* [What you will do]: Reply only with how many lines below contain "lane".

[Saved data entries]
::::::::::

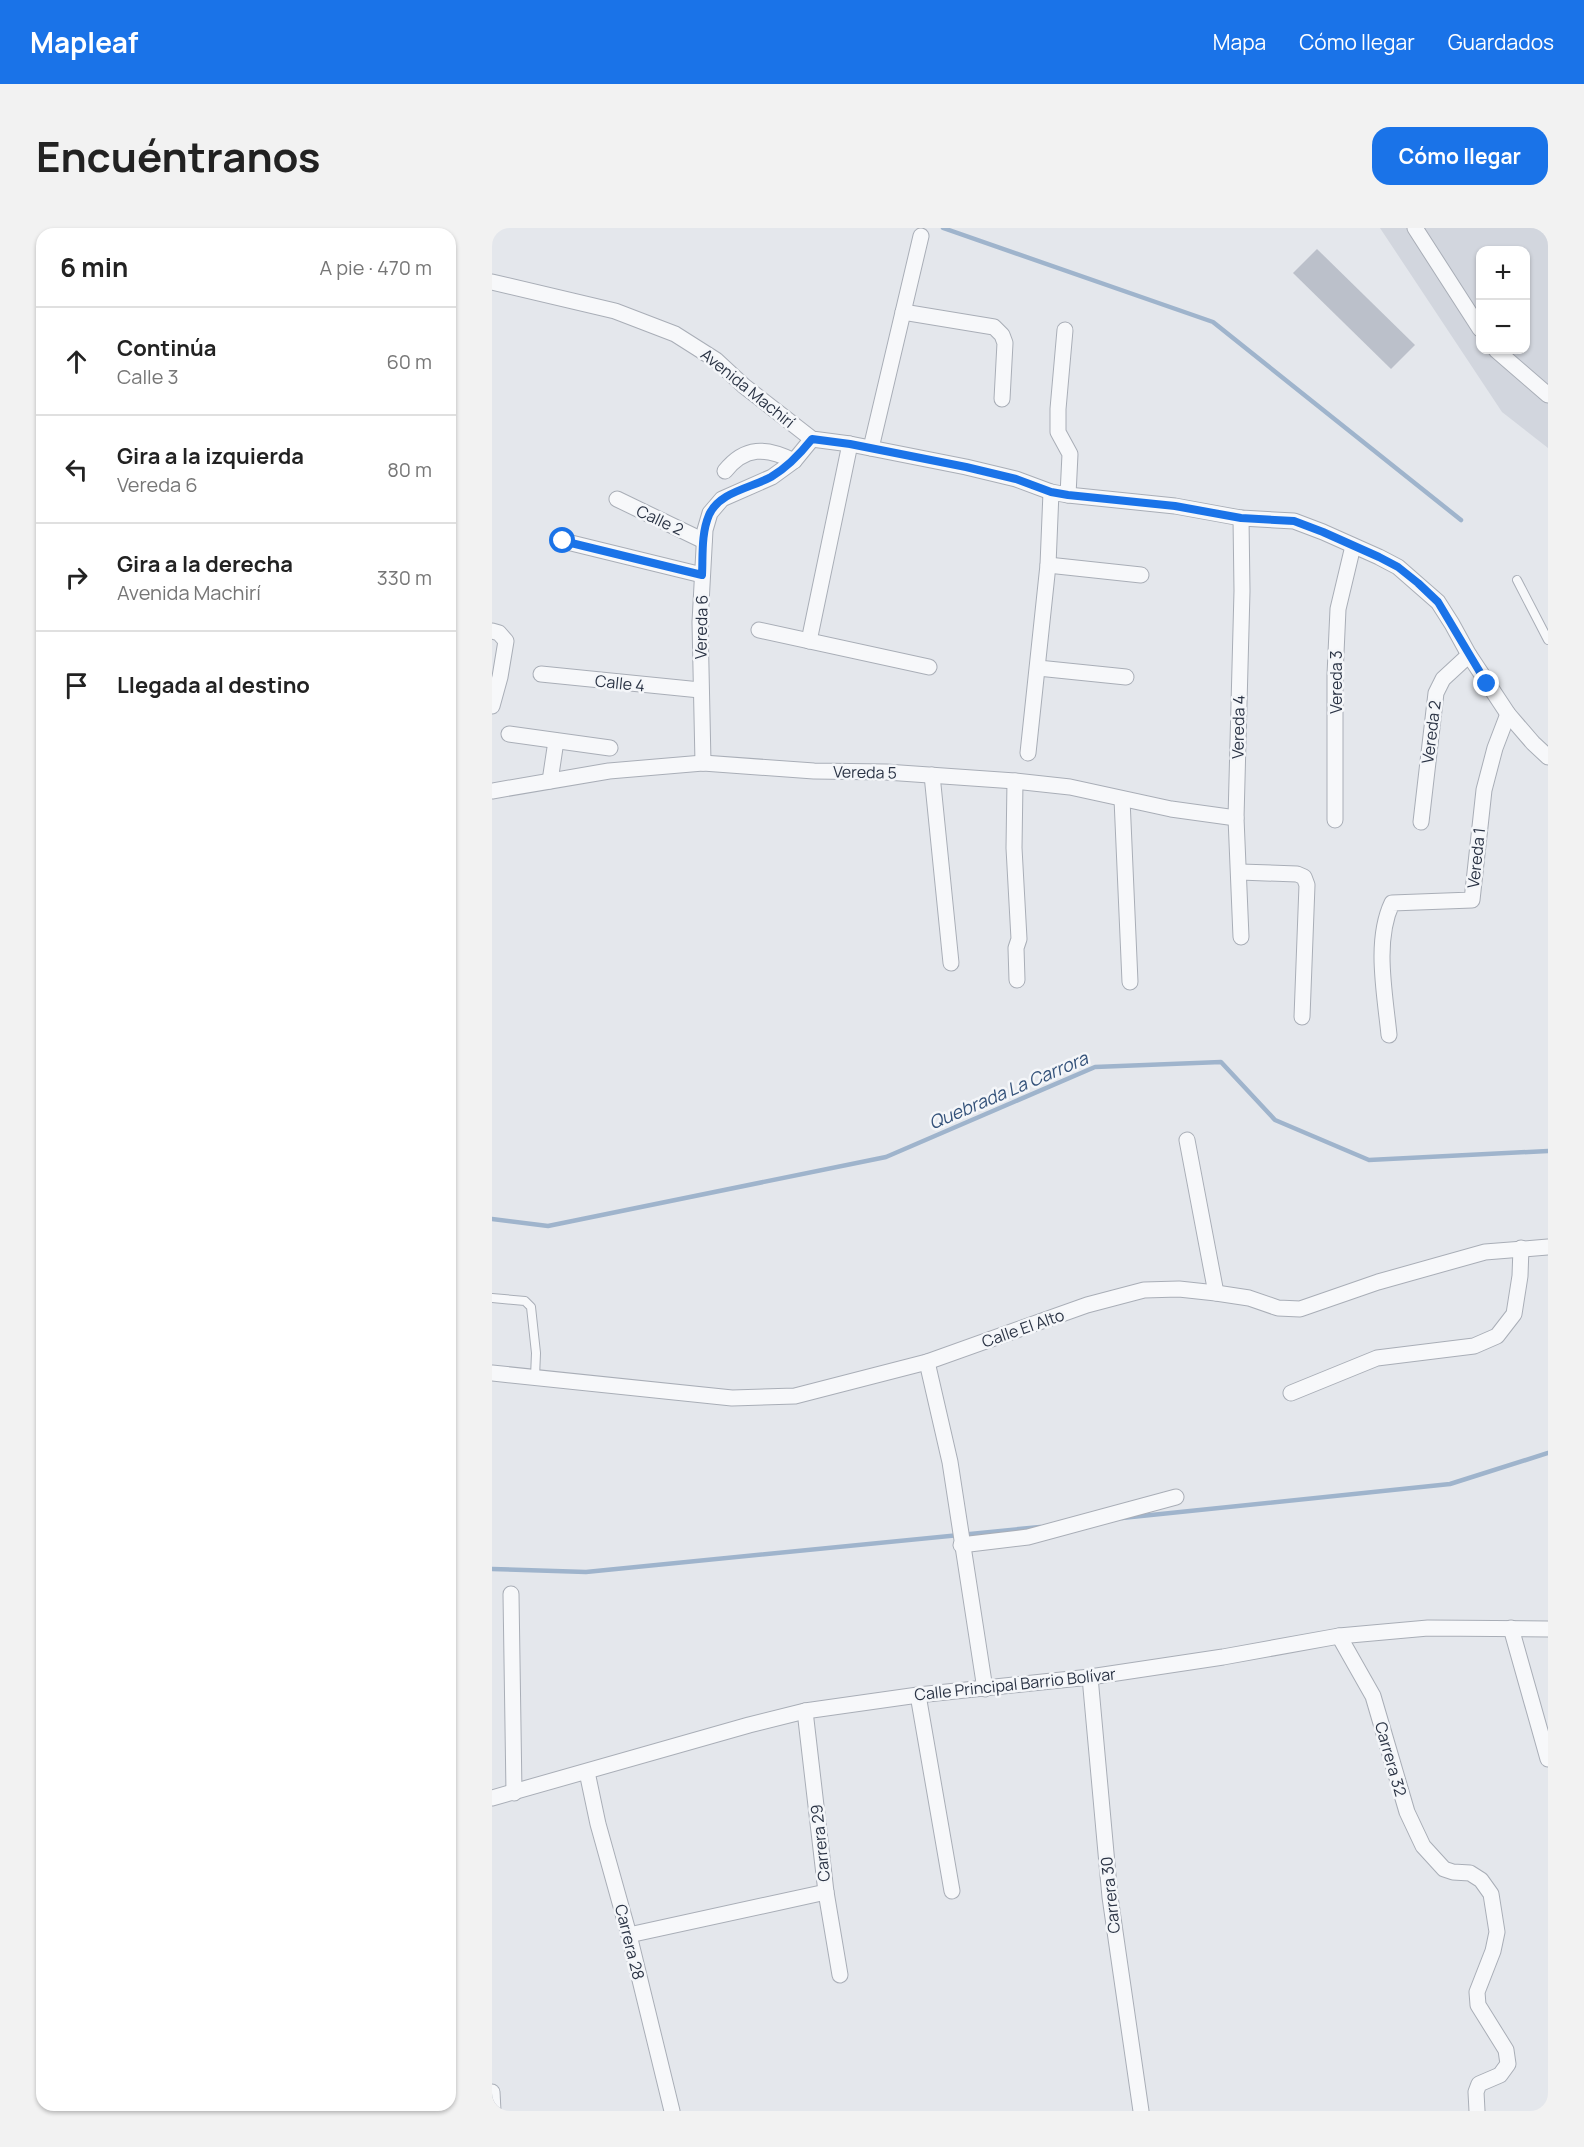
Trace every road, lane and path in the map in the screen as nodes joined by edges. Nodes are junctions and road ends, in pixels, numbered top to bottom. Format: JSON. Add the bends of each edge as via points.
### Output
{"nodes":[{"id":1,"x":1415,"y":228,"type":"edge"},
{"id":2,"x":921,"y":236,"type":"dead end"},
{"id":3,"x":492,"y":282,"type":"edge"},
{"id":4,"x":903,"y":312,"type":"junction"},
{"id":5,"x":1476,"y":323,"type":"edge"},
{"id":6,"x":1065,"y":330,"type":"dead end"},
{"id":7,"x":1501,"y":354,"type":"edge"},
{"id":8,"x":1548,"y":395,"type":"edge"},
{"id":9,"x":1002,"y":399,"type":"dead end"},
{"id":10,"x":812,"y":439,"type":"junction"},
{"id":11,"x":850,"y":444,"type":"junction"},
{"id":12,"x":871,"y":448,"type":"junction"},
{"id":13,"x":794,"y":461,"type":"junction"},
{"id":14,"x":725,"y":471,"type":"dead end"},
{"id":15,"x":1051,"y":492,"type":"junction"},
{"id":16,"x":1068,"y":495,"type":"junction"},
{"id":17,"x":617,"y":500,"type":"dead end"},
{"id":18,"x":1241,"y":518,"type":"junction"},
{"id":19,"x":563,"y":541,"type":"dead end"},
{"id":20,"x":704,"y":541,"type":"junction"},
{"id":21,"x":1353,"y":546,"type":"junction"},
{"id":22,"x":1048,"y":565,"type":"junction"},
{"id":23,"x":702,"y":575,"type":"junction"},
{"id":24,"x":1142,"y":575,"type":"dead end"},
{"id":25,"x":1517,"y":580,"type":"dead end"},
{"id":26,"x":759,"y":630,"type":"dead end"},
{"id":27,"x":492,"y":631,"type":"edge"},
{"id":28,"x":1548,"y":640,"type":"edge"},
{"id":29,"x":808,"y":641,"type":"junction"},
{"id":30,"x":1469,"y":655,"type":"junction"},
{"id":31,"x":929,"y":667,"type":"dead end"},
{"id":32,"x":1038,"y":668,"type":"junction"},
{"id":33,"x":541,"y":674,"type":"dead end"},
{"id":34,"x":1126,"y":677,"type":"dead end"},
{"id":35,"x":700,"y":690,"type":"junction"},
{"id":36,"x":492,"y":706,"type":"edge"},
{"id":37,"x":1508,"y":714,"type":"junction"},
{"id":38,"x":509,"y":734,"type":"dead end"},
{"id":39,"x":556,"y":741,"type":"junction"},
{"id":40,"x":610,"y":748,"type":"dead end"},
{"id":41,"x":1028,"y":753,"type":"dead end"},
{"id":42,"x":1548,"y":758,"type":"edge"},
{"id":43,"x":703,"y":763,"type":"junction"},
{"id":44,"x":932,"y":775,"type":"junction"},
{"id":45,"x":550,"y":781,"type":"junction"},
{"id":46,"x":1015,"y":781,"type":"junction"},
{"id":47,"x":492,"y":790,"type":"edge"},
{"id":48,"x":1122,"y":799,"type":"junction"},
{"id":49,"x":1236,"y":818,"type":"junction"},
{"id":50,"x":1335,"y":820,"type":"dead end"},
{"id":51,"x":1422,"y":822,"type":"dead end"},
{"id":52,"x":1240,"y":873,"type":"junction"},
{"id":53,"x":1242,"y":937,"type":"dead end"},
{"id":54,"x":951,"y":963,"type":"dead end"},
{"id":55,"x":1017,"y":980,"type":"dead end"},
{"id":56,"x":1130,"y":982,"type":"dead end"},
{"id":57,"x":1302,"y":1017,"type":"dead end"},
{"id":58,"x":1389,"y":1035,"type":"dead end"},
{"id":59,"x":1187,"y":1140,"type":"dead end"},
{"id":60,"x":1548,"y":1247,"type":"edge"},
{"id":61,"x":1521,"y":1248,"type":"junction"},
{"id":62,"x":1216,"y":1293,"type":"junction"},
{"id":63,"x":492,"y":1298,"type":"edge"},
{"id":64,"x":927,"y":1362,"type":"junction"},
{"id":65,"x":492,"y":1373,"type":"edge"},
{"id":66,"x":535,"y":1377,"type":"junction"},
{"id":67,"x":1291,"y":1393,"type":"dead end"},
{"id":68,"x":1176,"y":1497,"type":"dead end"},
{"id":69,"x":962,"y":1545,"type":"junction"},
{"id":70,"x":511,"y":1594,"type":"dead end"},
{"id":71,"x":1511,"y":1628,"type":"junction"},
{"id":72,"x":1548,"y":1629,"type":"edge"},
{"id":73,"x":1339,"y":1636,"type":"junction"},
{"id":74,"x":1089,"y":1677,"type":"junction"},
{"id":75,"x":985,"y":1689,"type":"junction"},
{"id":76,"x":918,"y":1695,"type":"junction"},
{"id":77,"x":805,"y":1711,"type":"junction"},
{"id":78,"x":1548,"y":1759,"type":"edge"},
{"id":79,"x":587,"y":1772,"type":"junction"},
{"id":80,"x":514,"y":1793,"type":"junction"},
{"id":81,"x":492,"y":1798,"type":"edge"},
{"id":82,"x":952,"y":1891,"type":"dead end"},
{"id":83,"x":826,"y":1892,"type":"junction"},
{"id":84,"x":629,"y":1935,"type":"junction"},
{"id":85,"x":840,"y":1975,"type":"dead end"},
{"id":86,"x":492,"y":2092,"type":"edge"},
{"id":87,"x":493,"y":2111,"type":"edge"},
{"id":88,"x":672,"y":2111,"type":"edge"},
{"id":89,"x":1141,"y":2111,"type":"edge"},
{"id":90,"x":1477,"y":2111,"type":"edge"}],
"edges":[{"from":1,"to":5,"type":"street"},
{"from":2,"to":4,"type":"street"},
{"from":3,"to":10,"type":"street","name":"Avenida Machirí","via":[[615,310],[675,334],[716,360]]},
{"from":4,"to":9,"type":"street","via":[[994,327],[1005,343]]},
{"from":4,"to":12,"type":"street"},
{"from":6,"to":16,"type":"street","via":[[1058,432],[1070,454]]},
{"from":7,"to":8,"type":"street"},
{"from":10,"to":11,"type":"street","name":"Avenida Machirí"},
{"from":10,"to":13,"type":"street","name":"Vereda 6"},
{"from":11,"to":12,"type":"street","name":"Avenida Machirí"},
{"from":11,"to":29,"type":"street"},
{"from":12,"to":15,"type":"street","name":"Avenida Machirí","via":[[1016,479]]},
{"from":13,"to":14,"type":"street","via":[[767,451],[752,451],[733,461]]},
{"from":13,"to":20,"type":"street","name":"Vereda 6","via":[[772,477],[722,499],[710,513]]},
{"from":15,"to":16,"type":"street","name":"Avenida Machirí"},
{"from":15,"to":22,"type":"street"},
{"from":16,"to":18,"type":"street","name":"Avenida Machirí","via":[[1175,506]]},
{"from":17,"to":20,"type":"street","name":"Calle 2"},
{"from":18,"to":21,"type":"street","name":"Avenida Machirí","via":[[1294,521]]},
{"from":18,"to":49,"type":"street","name":"Vereda 4"},
{"from":19,"to":23,"type":"street"},
{"from":20,"to":23,"type":"street","name":"Vereda 6"},
{"from":21,"to":30,"type":"street","name":"Avenida Machirí","via":[[1398,567],[1418,583],[1438,602]]},
{"from":21,"to":50,"type":"street","name":"Vereda 3","via":[[1338,609]]},
{"from":22,"to":24,"type":"street"},
{"from":22,"to":32,"type":"street"},
{"from":23,"to":35,"type":"street","name":"Vereda 6"},
{"from":25,"to":28,"type":"lane"},
{"from":26,"to":29,"type":"street"},
{"from":27,"to":36,"type":"street","via":[[506,641]]},
{"from":29,"to":31,"type":"street"},
{"from":30,"to":37,"type":"street","name":"Avenida Machirí"},
{"from":30,"to":51,"type":"street","name":"Vereda 2","via":[[1443,679],[1436,693]]},
{"from":32,"to":34,"type":"street"},
{"from":32,"to":41,"type":"street"},
{"from":33,"to":35,"type":"street","name":"Calle 4"},
{"from":35,"to":43,"type":"street","name":"Vereda 6"},
{"from":37,"to":42,"type":"street","name":"Avenida Machirí"},
{"from":37,"to":58,"type":"street","name":"Vereda 1","via":[[1484,790],[1472,900],[1392,903],[1386,916],[1382,944]]},
{"from":38,"to":39,"type":"street"},
{"from":39,"to":40,"type":"street"},
{"from":39,"to":45,"type":"street"},
{"from":43,"to":44,"type":"street","name":"Vereda 5"},
{"from":43,"to":45,"type":"street","name":"Vereda 5","via":[[609,771]]},
{"from":44,"to":46,"type":"street","name":"Vereda 5"},
{"from":44,"to":54,"type":"street"},
{"from":45,"to":47,"type":"street","name":"Vereda 5"},
{"from":46,"to":48,"type":"street","name":"Vereda 5","via":[[1070,787]]},
{"from":46,"to":55,"type":"street"},
{"from":48,"to":49,"type":"street","name":"Vereda 5"},
{"from":48,"to":56,"type":"street"},
{"from":49,"to":52,"type":"street","name":"Vereda 4"},
{"from":52,"to":53,"type":"street","name":"Vereda 4"},
{"from":52,"to":57,"type":"street","via":[[1304,877],[1307,885]]},
{"from":59,"to":62,"type":"street"},
{"from":60,"to":61,"type":"street","name":"Calle El Alto"},
{"from":61,"to":62,"type":"street","name":"Calle El Alto","via":[[1485,1252],[1300,1309],[1278,1308]]},
{"from":61,"to":67,"type":"street","via":[[1514,1314],[1497,1336],[1474,1346],[1377,1358]]},
{"from":62,"to":64,"type":"street","name":"Calle El Alto","via":[[1144,1290],[1087,1305]]},
{"from":63,"to":66,"type":"lane","via":[[525,1301],[531,1307]]},
{"from":64,"to":66,"type":"street","name":"Calle El Alto","via":[[795,1396],[763,1398]]},
{"from":64,"to":69,"type":"street","via":[[950,1462]]},
{"from":65,"to":66,"type":"street","name":"Calle El Alto"},
{"from":68,"to":69,"type":"street","via":[[1028,1537]]},
{"from":69,"to":75,"type":"street"},
{"from":70,"to":80,"type":"street"},
{"from":71,"to":72,"type":"street","name":"Calle Principal Barrio Bolívar"},
{"from":71,"to":73,"type":"street","name":"Calle Principal Barrio Bolívar","via":[[1428,1628]]},
{"from":71,"to":78,"type":"street"},
{"from":73,"to":74,"type":"street","name":"Calle Principal Barrio Bolívar"},
{"from":73,"to":90,"type":"street","name":"Carrera 32","via":[[1373,1696],[1407,1812],[1423,1846],[1444,1869],[1470,1873],[1491,1894],[1497,1932],[1478,1992],[1478,2005],[1506,2050],[1508,2064],[1500,2075],[1479,2084]]},
{"from":74,"to":75,"type":"street","name":"Calle Principal Barrio Bolívar"},
{"from":74,"to":89,"type":"street","name":"Carrera 30","via":[[1111,1907]]},
{"from":75,"to":76,"type":"street","name":"Calle Principal Barrio Bolívar"},
{"from":76,"to":77,"type":"street","name":"Calle Principal Barrio Bolívar"},
{"from":76,"to":82,"type":"street"},
{"from":77,"to":79,"type":"street","name":"Calle Principal Barrio Bolívar"},
{"from":77,"to":83,"type":"street","name":"Carrera 29"},
{"from":79,"to":80,"type":"street","name":"Calle Principal Barrio Bolívar"},
{"from":79,"to":84,"type":"street","name":"Carrera 28"},
{"from":80,"to":81,"type":"street","name":"Calle Principal Barrio Bolívar"},
{"from":83,"to":84,"type":"street"},
{"from":83,"to":85,"type":"street","name":"Carrera 29"},
{"from":84,"to":88,"type":"street","name":"Carrera 28"},
{"from":86,"to":87,"type":"street"}]}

::::::::::

* [Solution]: 3